Sarajevo, Jerusalem, Paris, Beirut, and many others represent (or represented) cultured cities with differing faiths where coexistence is feasible. Attacking the civilian population in Paris or Damascus, in London or Baghdad, is rooted in the same colonial logic and, therefore, can only be combated by abandoning it. Relinquishing its web of complicities and foregoing its perverse and distorted language.

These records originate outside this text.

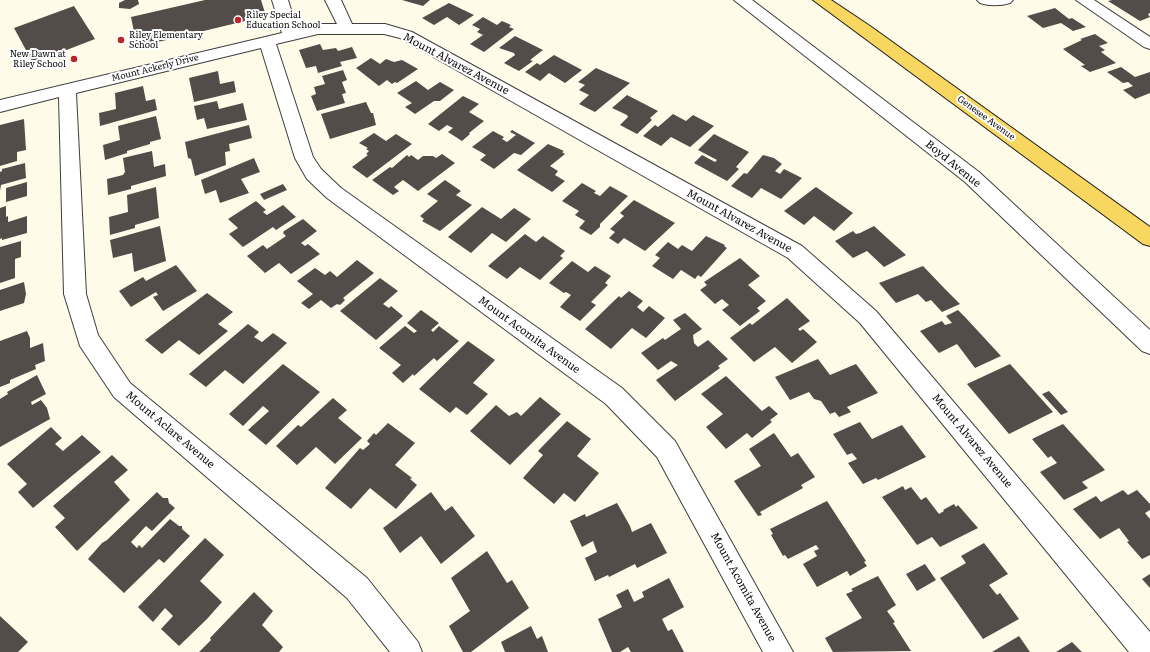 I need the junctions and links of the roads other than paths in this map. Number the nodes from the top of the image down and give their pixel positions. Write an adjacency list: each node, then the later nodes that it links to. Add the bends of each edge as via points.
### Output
1 (280, 0): 9 (street)
2 (333, 0): 8 (street)
3 (742, 0): 15 (street, Boyd Avenue, via 972,177)
4 (821, 0): 14 (main road, Genesee Avenue)
5 (985, 0): 6 (street)
6 (1005, 0)
7 (1084, 0): 11 (street)
8 (352, 28): 9 (street, Mount Ackerly Drive, via 318,29); 18 (street, Mount Alvarez Avenue, via 385,29 406,35 795,252 868,317)
9 (291, 35): 10 (street, Mount Ackerly Drive)
10 (267, 41): 12 (street, Mount Ackerly Drive); 17 (street, Mount Acomita Avenue, via 304,158 314,174 334,193 614,396 666,449)
11 (1150, 44)
12 (67, 89): 13 (street, Mount Ackerly Drive); 16 (street, Mount Aclare Avenue, via 75,294 88,339 122,390 357,588)
13 (0, 106)
14 (1150, 238)
15 (1150, 344)
16 (408, 652)
17 (779, 652)
18 (1148, 652)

There is a cultured, highly diverse, peace-loving, and spiritual Islam that is not the threat, but the threatened. Threatened daily and directly by this colonial army, which wears numerous different uniforms and flags. It is clear that the target is not the abstract mass called « the West », but rather the links of affinity created between people from all faiths and backgrounds who resist the dominion of the fear and hatred, creating spaces for kinship with all possible efforts (the true Jihad) to transcend mere political and economic interests.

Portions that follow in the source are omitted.